How do I know if I need knee surgery?

No single test decides it. The honest answer rests on three things: how much the knee is genuinely affecting your life, how much modifiable biology you still have to work with, and whether the structure can realistically be restored any other way. A worn-looking scan in a strong, well-functioning leg is a very different situation from the same scan in a deconditioned one. It is a judgement best made in person by a clinician accountable for the whole picture, not read off an image.

Can an X-ray or MRI tell me if I need an operation?

A scan shows structure — cartilage, bone, a meniscus — and that is useful, but it cannot tell you how strong the surrounding muscle is, how your metabolism is driving inflammation, or how well you recover from load. Those factors hugely affect how a knee feels and functions, and none of them appear on the image. Many knees labelled bone-on-bone still have a great deal of function left once the biology around them is addressed. A scan informs the decision; it does not make it.

What should I try before agreeing to knee surgery?

For many knees there is a structured pathway worth exhausting first: building the muscle that protects and controls the joint, improving metabolic health and inflammatory load, restoring the quality of movement, and — at the right moment, in a biologically prepared joint — targeted orthobiologic treatment. Where the problem is structural, joint-preserving surgery can sometimes help short of a replacement. The point is not to avoid surgery at all costs, but to give the knee a fair chance before committing to an operation.

Is it risky to delay knee surgery?

It can be. Knee care fails in two opposite directions — operations done too soon, and operations wrongly withheld from people who genuinely need them. Postponing an operation a knee truly needs can mean more pain, more lost muscle and a harder recovery. So the aim is never simply to delay, but to reach the right decision at the right time. If a knee genuinely needs surgery, having it at the right moment is part of looking after it well.
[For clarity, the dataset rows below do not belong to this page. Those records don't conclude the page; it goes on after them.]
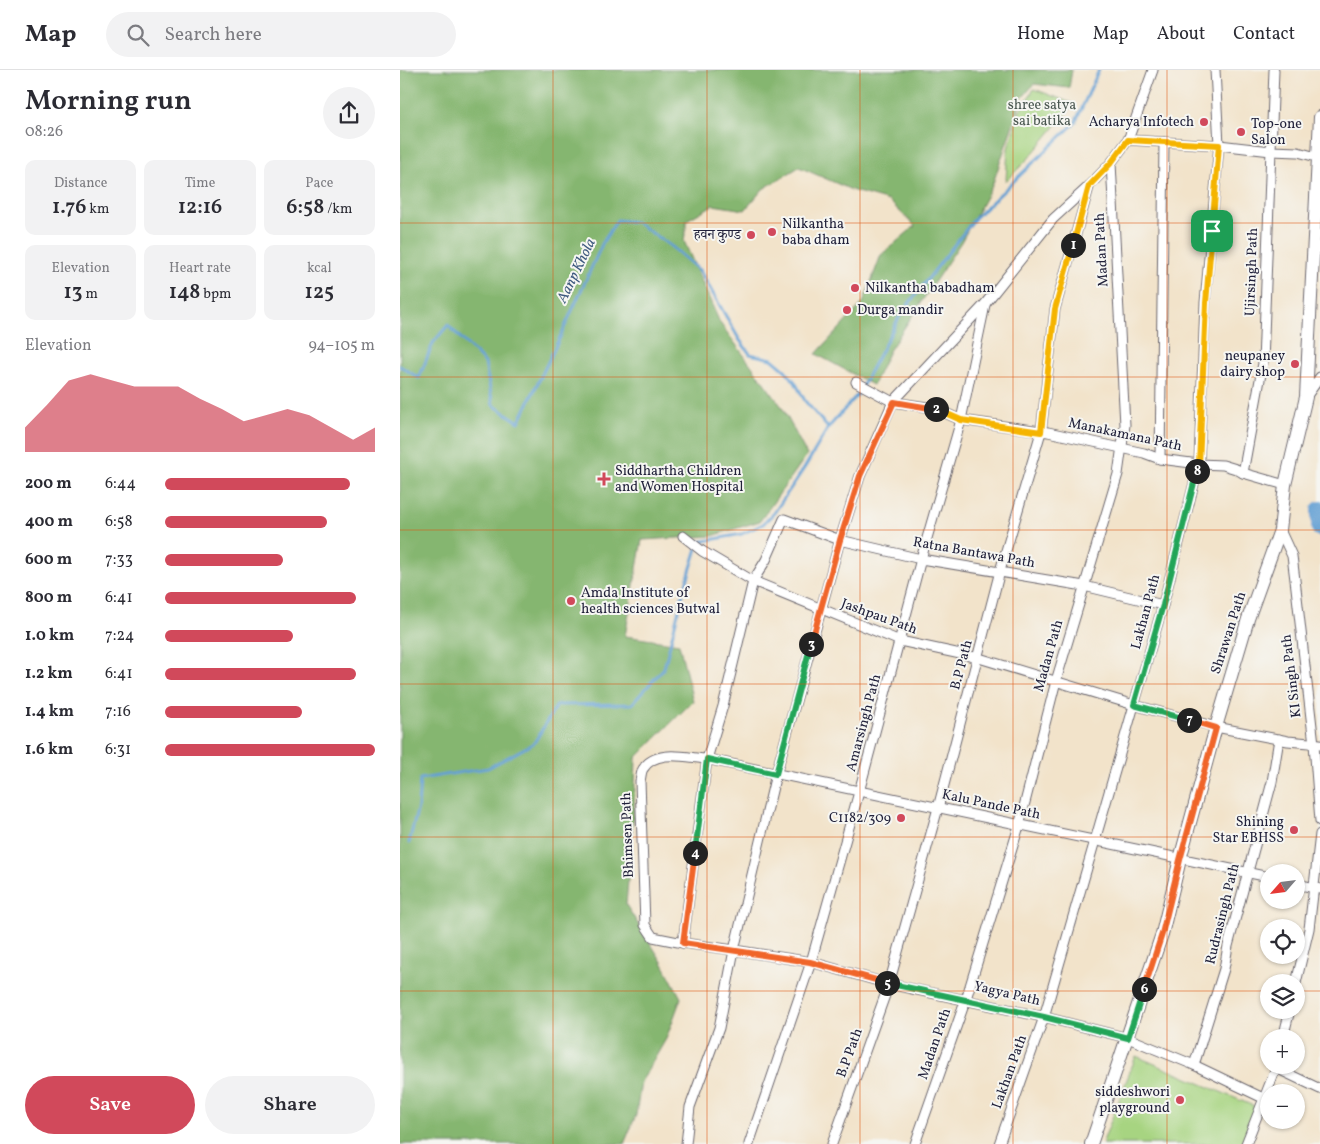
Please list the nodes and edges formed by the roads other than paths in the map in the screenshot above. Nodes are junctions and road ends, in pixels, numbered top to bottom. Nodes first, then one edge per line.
1 (1152, 70) edge
2 (1215, 70) edge
3 (1274, 70) edge
4 (1320, 118) edge
5 (1128, 140) junction
6 (1164, 142) junction
7 (1219, 145) junction
8 (1270, 151) junction
9 (1319, 158) edge
10 (1111, 163) junction
11 (1089, 186) junction
12 (1317, 250) edge
13 (985, 304) junction
14 (1320, 377) edge
15 (856, 382) dead end
16 (1306, 397) junction
17 (894, 402) junction
18 (961, 420) junction
19 (1041, 432) junction
20 (1122, 450) junction
21 (1160, 459) junction
22 (1199, 464) junction
23 (1243, 473) junction
24 (1285, 485) junction
25 (1280, 530) junction
26 (683, 536) dead end
27 (840, 540) junction
28 (921, 559) junction
29 (1000, 571) junction
30 (753, 581) junction
31 (1084, 586) junction
32 (1163, 605) junction
33 (820, 610) junction
34 (900, 642) junction
35 (978, 658) junction
36 (1056, 681) junction
37 (1134, 705) junction
38 (1216, 728) junction
39 (1279, 739) junction
40 (1317, 744) edge
41 (707, 759) junction
42 (776, 774) junction
43 (859, 792) junction
44 (938, 808) junction
45 (1320, 821) edge
46 (1019, 826) junction
47 (1320, 834) edge
48 (1094, 842) junction
49 (1180, 860) junction
50 (1248, 872) junction
51 (1260, 875) edge
52 (1317, 888) edge
53 (683, 943) junction
54 (734, 950) junction
55 (810, 962) junction
56 (1298, 974) edge
57 (889, 984) junction
58 (966, 999) junction
59 (1044, 1017) junction
60 (1128, 1038) junction
61 (1194, 1065) junction
62 (1294, 1074) edge
63 (1319, 1085) edge
64 (1260, 1097) edge
65 (1260, 1106) edge
66 (686, 1144) edge
67 (749, 1144) edge
68 (832, 1144) edge
69 (915, 1144) edge
70 (999, 1144) edge
71 (1091, 1144) edge
72 (1246, 1144) edge

1 - 5 street
2 - 7 street, Lakhan Path
3 - 8 street, Ujirsingh Path
4 - 9 street, Shrawan Path
5 - 6 street
5 - 10 street
6 - 7 street
6 - 21 street
7 - 8 street
7 - 22 street, Lakhan Path
8 - 9 street
8 - 23 street, Ujirsingh Path
9 - 12 street, Shrawan Path
10 - 11 street
10 - 20 street, Madan Path
11 - 13 street
11 - 19 street, B.P Path
12 - 16 street, Shrawan Path
13 - 17 street
13 - 18 street, Amarsingh Path
14 - 16 street
15 - 17 street, Manakamana Path
16 - 24 street, Shrawan Path
17 - 18 street, Manakamana Path
17 - 27 street
18 - 19 street, Manakamana Path
18 - 28 street, Amarsingh Path
19 - 20 street, Manakamana Path
19 - 29 street, B.P Path
20 - 21 street, Manakamana Path
20 - 31 street, Madan Path
21 - 22 street, Manakamana Path
22 - 23 street, Manakamana Path
22 - 32 street, Lakhan Path
23 - 24 street, Manakamana Path
24 - 25 street, Shrawan Path
25 - 38 street, Shrawan Path
25 - 40 street, KI Singh Path
26 - 30 street, Jashpau Path
27 - 28 street, Ratna Bantawa Path
27 - 30 street, Ratna Bantawa Path
27 - 33 street
28 - 29 street, Ratna Bantawa Path
28 - 34 street, Amarsingh Path
29 - 31 street, Ratna Bantawa Path
29 - 35 street, B.P Path
30 - 33 street, Jashpau Path
30 - 41 street
31 - 32 street, Ratna Bantawa Path
31 - 36 street, Madan Path
32 - 37 street, Lakhan Path
33 - 34 street, Jashpau Path
33 - 42 street
34 - 35 street, Jashpau Path
34 - 43 street, Amarsingh Path
35 - 36 street, Jashpau Path
35 - 44 street, B.P Path
36 - 37 street, Jashpau Path
36 - 46 street, Madan Path
37 - 38 street, Jashpau Path
37 - 48 street, Lakhan Path
38 - 39 street, Jashpau Path
38 - 49 street, Shrawan Path
39 - 40 street, Jashpau Path
39 - 50 street, Rudrasingh Path
40 - 45 street, KI Singh Path
41 - 42 street, Kalu Pande Path
41 - 53 street
41 - 53 street, Bhimsen Path
42 - 43 street, Kalu Pande Path
42 - 54 street
43 - 44 street, Kalu Pande Path
43 - 55 street, Amarsingh Path
44 - 46 street, Kalu Pande Path
44 - 57 street, B.P Path
46 - 48 street, Kalu Pande Path
46 - 58 street, Madan Path
47 - 52 street
48 - 49 street, Kalu Pande Path
48 - 59 street, Lakhan Path
49 - 50 street, Kalu Pande Path
49 - 60 street, Shrawan Path
50 - 51 street, Kalu Pande Path
50 - 61 street, Rudrasingh Path
52 - 56 street
53 - 54 street, Bhimsen Path
54 - 55 street, Yagya Path
54 - 66 street
55 - 57 street, Yagya Path
55 - 67 street, Amarsingh Path
57 - 58 street, Yagya Path
57 - 68 street, B.P Path
58 - 59 street, Yagya Path
58 - 69 street, Madan Path
59 - 60 street, Yagya Path
59 - 70 street, Lakhan Path
60 - 61 street, Yagya Path
60 - 71 street, Shrawan Path
61 - 64 street, Yagya Path
62 - 63 street
65 - 72 street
Which knee operation might I need?

It depends entirely on the knee. Options range from joint-preserving procedures — such as an osteotomy to realign the leg, or cartilage and meniscus work — through to partial or total knee replacement when the structure is beyond restoring. The right operation, if one is needed at all, is matched to the individual joint after a proper assessment. This is a decision to make with a surgeon who has examined you, not one to settle from an article.

This article is for general education and is not a substitute for individual medical assessment. Decisions about knee surgery should be made with a qualified clinician who has assessed you in person. If you have persistent or severe knee symptoms, please seek a proper clinical evaluation.